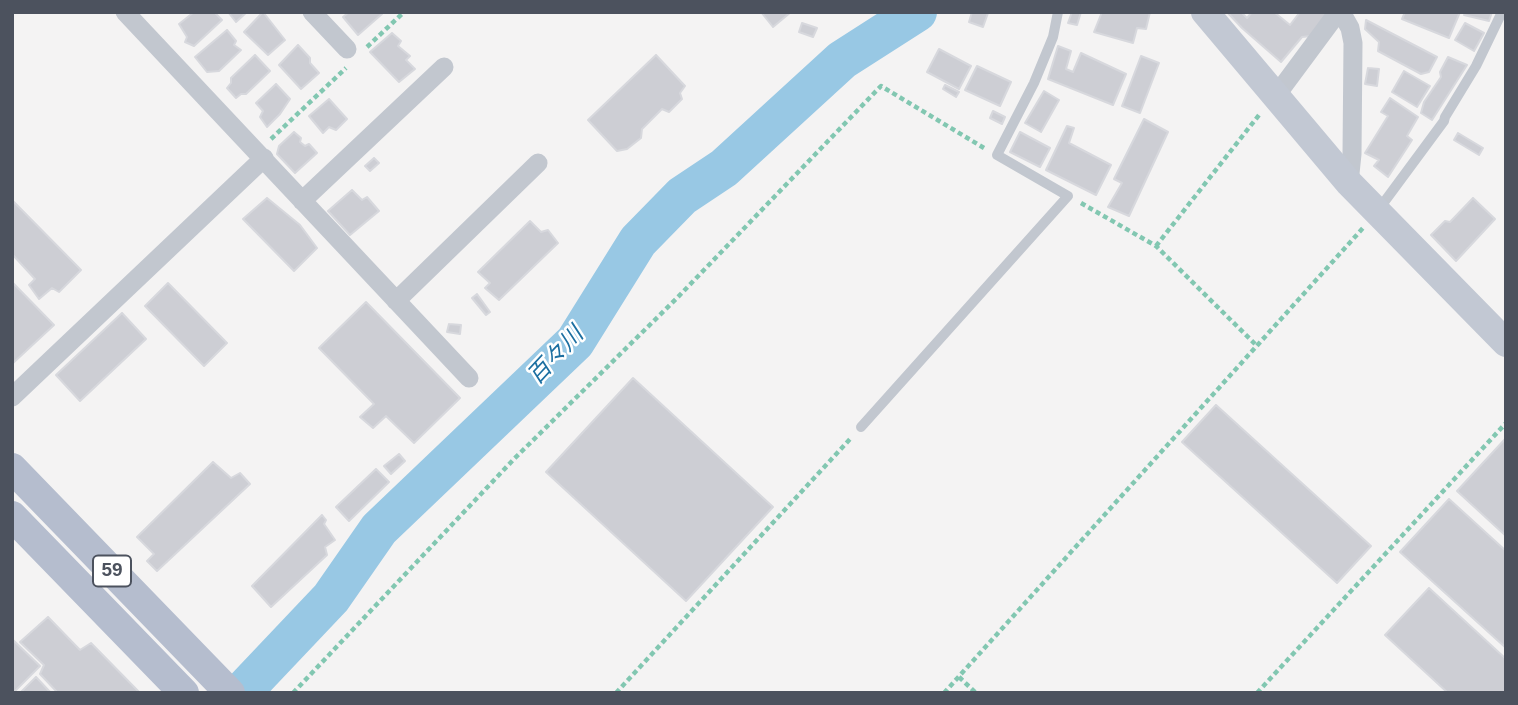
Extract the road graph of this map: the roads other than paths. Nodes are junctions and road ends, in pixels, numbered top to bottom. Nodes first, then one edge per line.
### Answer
1 (125, 12) edge
2 (312, 12) edge
3 (1058, 12) edge
4 (1205, 12) edge
5 (1340, 12) edge
6 (1502, 12) edge
7 (356, 52) road end
8 (444, 67) dead end
9 (1275, 97) junction
10 (261, 155) junction
11 (538, 163) dead end
12 (1349, 183) junction
13 (302, 201) junction
14 (1377, 213) junction
15 (396, 301) junction
16 (1506, 343) edge
17 (469, 378) dead end
18 (12, 397) edge
19 (861, 427) road end
20 (12, 468) edge
21 (12, 516) edge
22 (221, 684) edge
23 (184, 693) edge

1 - 10 street
2 - 7 street
3 - 19 lane
4 - 9 street
5 - 9 street
5 - 12 street
6 - 14 lane
8 - 13 street
9 - 12 street
10 - 13 street
10 - 18 street
11 - 15 street
12 - 14 street
13 - 15 street
14 - 16 street
15 - 17 street
20 - 22 main road, 59
21 - 23 main road, 59

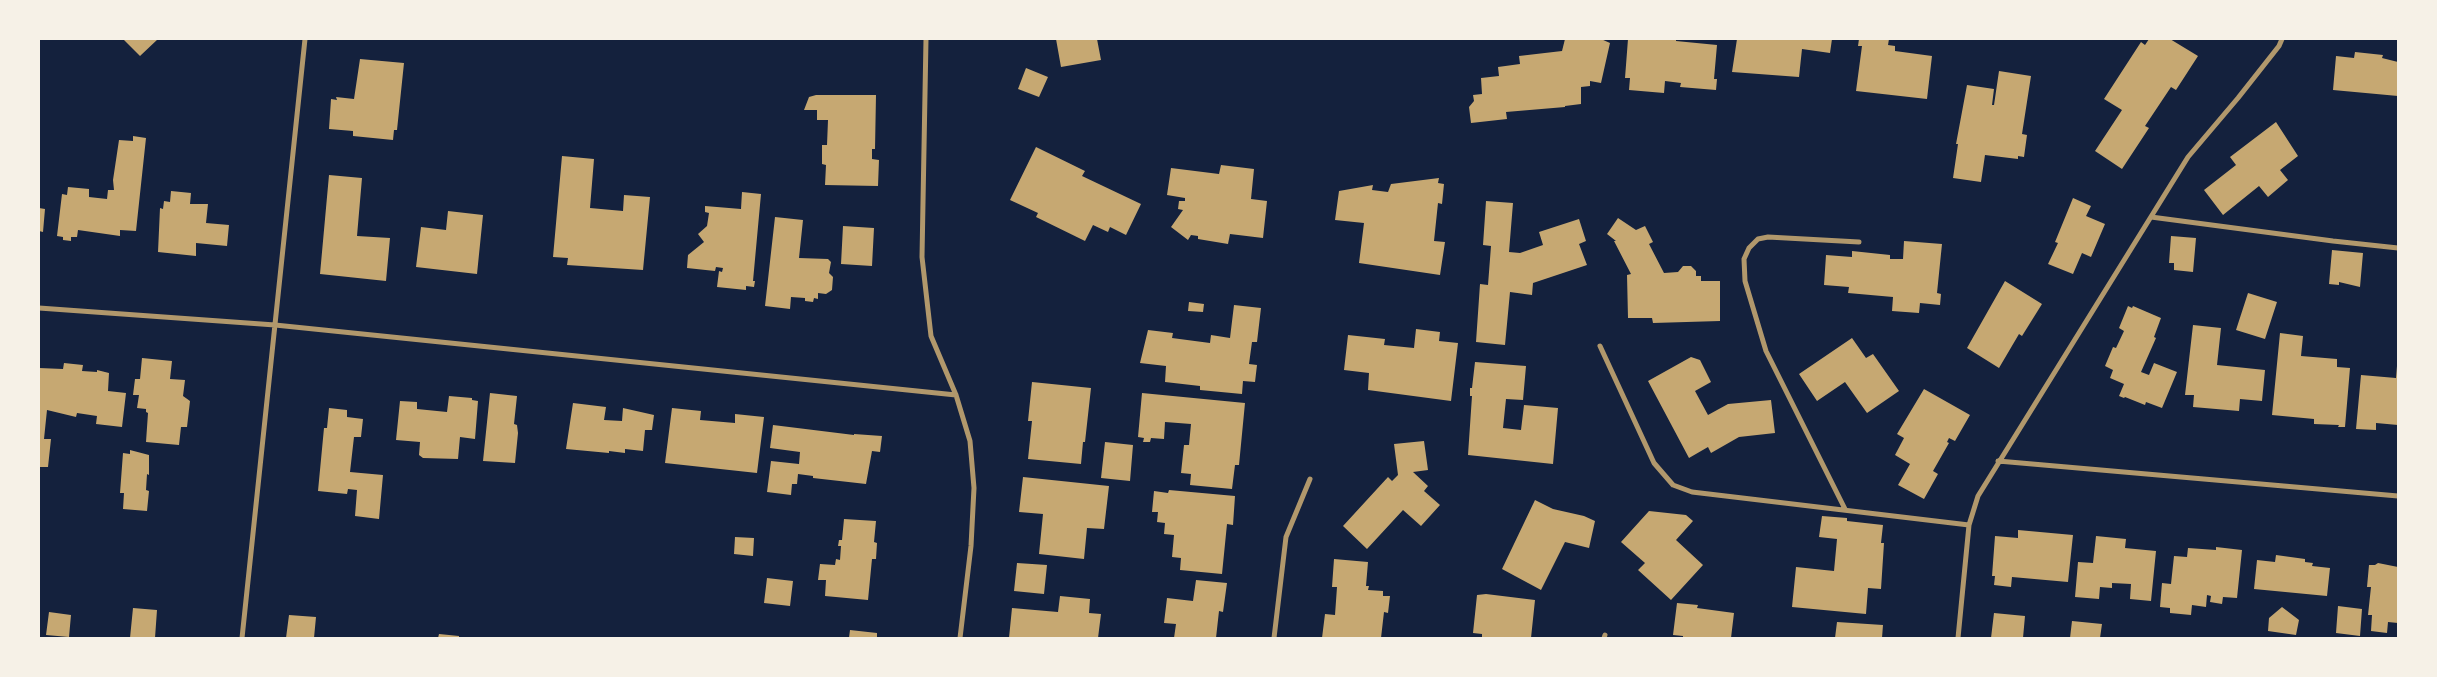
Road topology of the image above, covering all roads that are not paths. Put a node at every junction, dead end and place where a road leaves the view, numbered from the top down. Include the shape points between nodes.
1 (305, 39) edge
2 (926, 39) edge
3 (2282, 39) edge
4 (2151, 217) junction
5 (1859, 242) dead end
6 (2398, 248) edge
7 (39, 308) edge
8 (275, 325) junction
9 (1600, 346) dead end
10 (956, 395) junction
11 (1998, 461) junction
12 (1310, 479) dead end
13 (2398, 496) edge
14 (1845, 509) junction
15 (1969, 525) junction
16 (242, 638) edge
17 (960, 638) edge
18 (1274, 638) edge
19 (1958, 638) edge

1 - 8 street
2 - 10 street via 922,256 931,336
3 - 4 street via 2188,157
4 - 6 street
4 - 11 street
5 - 14 street via 1768,236 1758,239 1744,260 1745,281 1766,351
7 - 8 street
8 - 10 street
8 - 16 street
9 - 14 street via 1654,463 1673,485 1692,492
10 - 17 street via 970,441 974,488
11 - 13 street
11 - 15 street via 1978,496
12 - 18 street via 1286,537
14 - 15 street
15 - 19 street

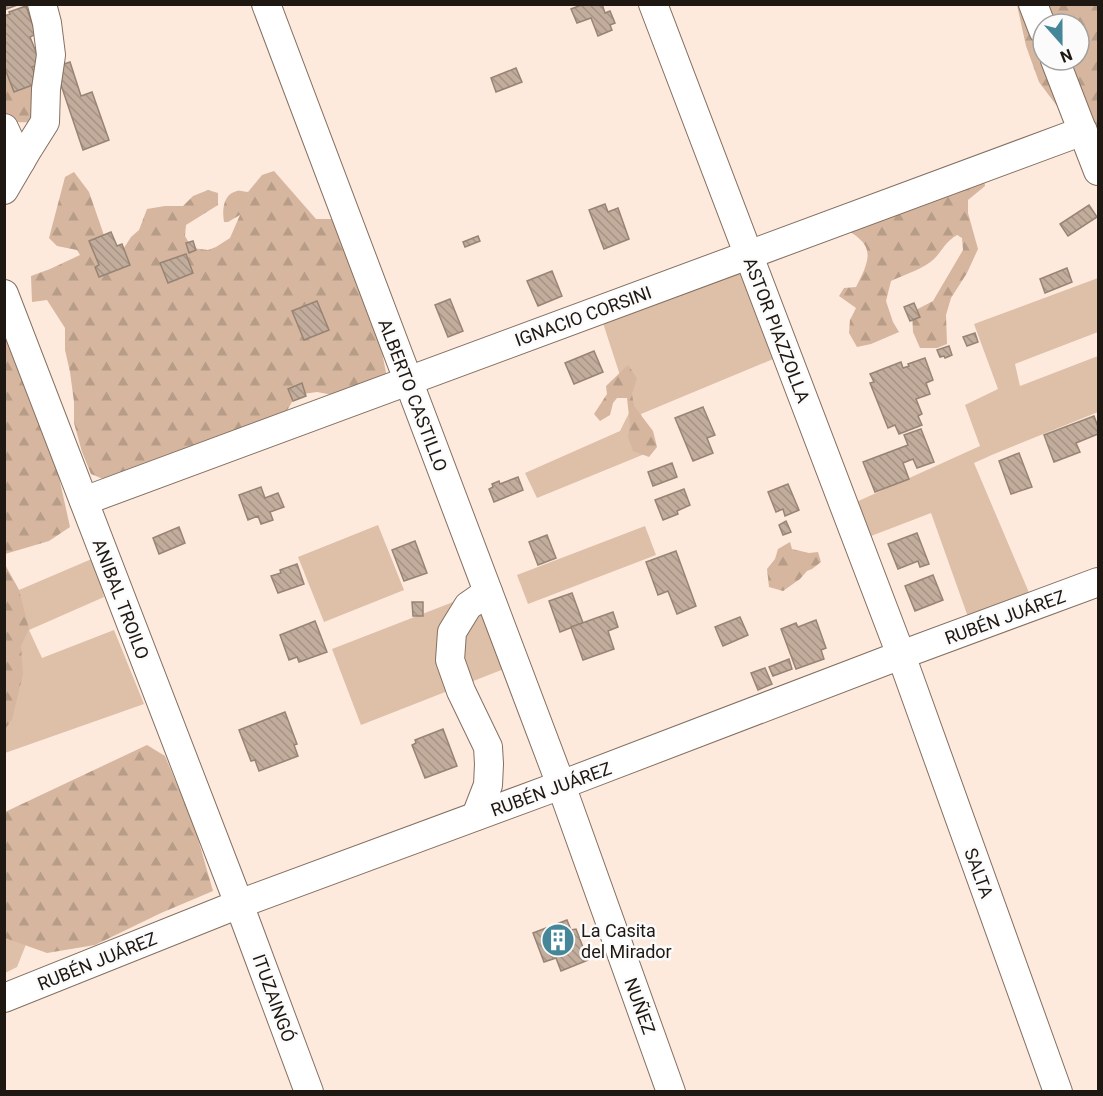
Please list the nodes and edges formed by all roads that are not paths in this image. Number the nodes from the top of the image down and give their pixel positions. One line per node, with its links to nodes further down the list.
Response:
1 (42, 4): 7 (street)
2 (266, 4): 12 (street, ALBERTO CASTILLO)
3 (653, 4): 10 (street, ASTOR PIAZZOLLA)
4 (1060, 72): 6 (street)
5 (4, 128): 7 (street)
6 (1083, 131): 8 (street); 10 (street, IGNACIO CORSINI)
7 (21, 161): 9 (street)
8 (1098, 171)
9 (4, 190)
10 (748, 255): 12 (street, IGNACIO CORSINI); 16 (street, ASTOR PIAZZOLLA)
11 (4, 294): 13 (street, ANIBAL TROILO)
12 (408, 381): 13 (street, IGNACIO CORSINI); 15 (street, ALBERTO CASTILLO)
13 (84, 501): 19 (street, ANIBAL TROILO)
14 (1098, 582): 16 (street, RUBÉN JUÁREZ)
15 (488, 592): 17 (street, ALBERTO CASTILLO); 18 (street)
16 (901, 655): 17 (street, RUBÉN JUÁREZ); 23 (street, SALTA)
17 (561, 785): 18 (street, RUBÉN JUÁREZ); 22 (street, NUÑEZ)
18 (476, 816): 19 (street, RUBÉN JUÁREZ)
19 (239, 903): 20 (street, RUBÉN JUÁREZ); 21 (street, ITUZAINGÓ)
20 (4, 999)
21 (309, 1092)
22 (671, 1092)
23 (1058, 1092)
++++++++++++++++++++
> **WORK INSTRUCTIONS**:
Copy each entry exactly as written. Images should not appear in the copy.

> **THE COMPLETED TASK**:
Extract the road graph of this map: the roads other than paths. Nodes are junctions and road ends, in pixels, numbered top to bottom. Nodes first, then one edge per line.
### Answer
1 (125, 12) edge
2 (312, 12) edge
3 (1058, 12) edge
4 (1205, 12) edge
5 (1340, 12) edge
6 (1502, 12) edge
7 (356, 52) road end
8 (444, 67) dead end
9 (1275, 97) junction
10 (261, 155) junction
11 (538, 163) dead end
12 (1349, 183) junction
13 (302, 201) junction
14 (1377, 213) junction
15 (396, 301) junction
16 (1506, 343) edge
17 (469, 378) dead end
18 (12, 397) edge
19 (861, 427) road end
20 (12, 468) edge
21 (12, 516) edge
22 (221, 684) edge
23 (184, 693) edge

1 - 10 street
2 - 7 street
3 - 19 lane
4 - 9 street
5 - 9 street
5 - 12 street
6 - 14 lane
8 - 13 street
9 - 12 street
10 - 13 street
10 - 18 street
11 - 15 street
12 - 14 street
13 - 15 street
14 - 16 street
15 - 17 street
20 - 22 main road, 59
21 - 23 main road, 59

Road topology of the image above, covering all roads that are not paths. Put a node at every junction, dead end and place where a road leaves the view, numbered from the top down. Include the shape points between nodes.
1 (305, 39) edge
2 (926, 39) edge
3 (2282, 39) edge
4 (2151, 217) junction
5 (1859, 242) dead end
6 (2398, 248) edge
7 (39, 308) edge
8 (275, 325) junction
9 (1600, 346) dead end
10 (956, 395) junction
11 (1998, 461) junction
12 (1310, 479) dead end
13 (2398, 496) edge
14 (1845, 509) junction
15 (1969, 525) junction
16 (242, 638) edge
17 (960, 638) edge
18 (1274, 638) edge
19 (1958, 638) edge

1 - 8 street
2 - 10 street via 922,256 931,336
3 - 4 street via 2188,157
4 - 6 street
4 - 11 street
5 - 14 street via 1768,236 1758,239 1744,260 1745,281 1766,351
7 - 8 street
8 - 10 street
8 - 16 street
9 - 14 street via 1654,463 1673,485 1692,492
10 - 17 street via 970,441 974,488
11 - 13 street
11 - 15 street via 1978,496
12 - 18 street via 1286,537
14 - 15 street
15 - 19 street

Please list the nodes and edges formed by all roads that are not paths in this image. Number the nodes from the top of the image down and give their pixel positions. One line per node, with its links to nodes further down the list.
Response:
1 (42, 4): 7 (street)
2 (266, 4): 12 (street, ALBERTO CASTILLO)
3 (653, 4): 10 (street, ASTOR PIAZZOLLA)
4 (1060, 72): 6 (street)
5 (4, 128): 7 (street)
6 (1083, 131): 8 (street); 10 (street, IGNACIO CORSINI)
7 (21, 161): 9 (street)
8 (1098, 171)
9 (4, 190)
10 (748, 255): 12 (street, IGNACIO CORSINI); 16 (street, ASTOR PIAZZOLLA)
11 (4, 294): 13 (street, ANIBAL TROILO)
12 (408, 381): 13 (street, IGNACIO CORSINI); 15 (street, ALBERTO CASTILLO)
13 (84, 501): 19 (street, ANIBAL TROILO)
14 (1098, 582): 16 (street, RUBÉN JUÁREZ)
15 (488, 592): 17 (street, ALBERTO CASTILLO); 18 (street)
16 (901, 655): 17 (street, RUBÉN JUÁREZ); 23 (street, SALTA)
17 (561, 785): 18 (street, RUBÉN JUÁREZ); 22 (street, NUÑEZ)
18 (476, 816): 19 (street, RUBÉN JUÁREZ)
19 (239, 903): 20 (street, RUBÉN JUÁREZ); 21 (street, ITUZAINGÓ)
20 (4, 999)
21 (309, 1092)
22 (671, 1092)
23 (1058, 1092)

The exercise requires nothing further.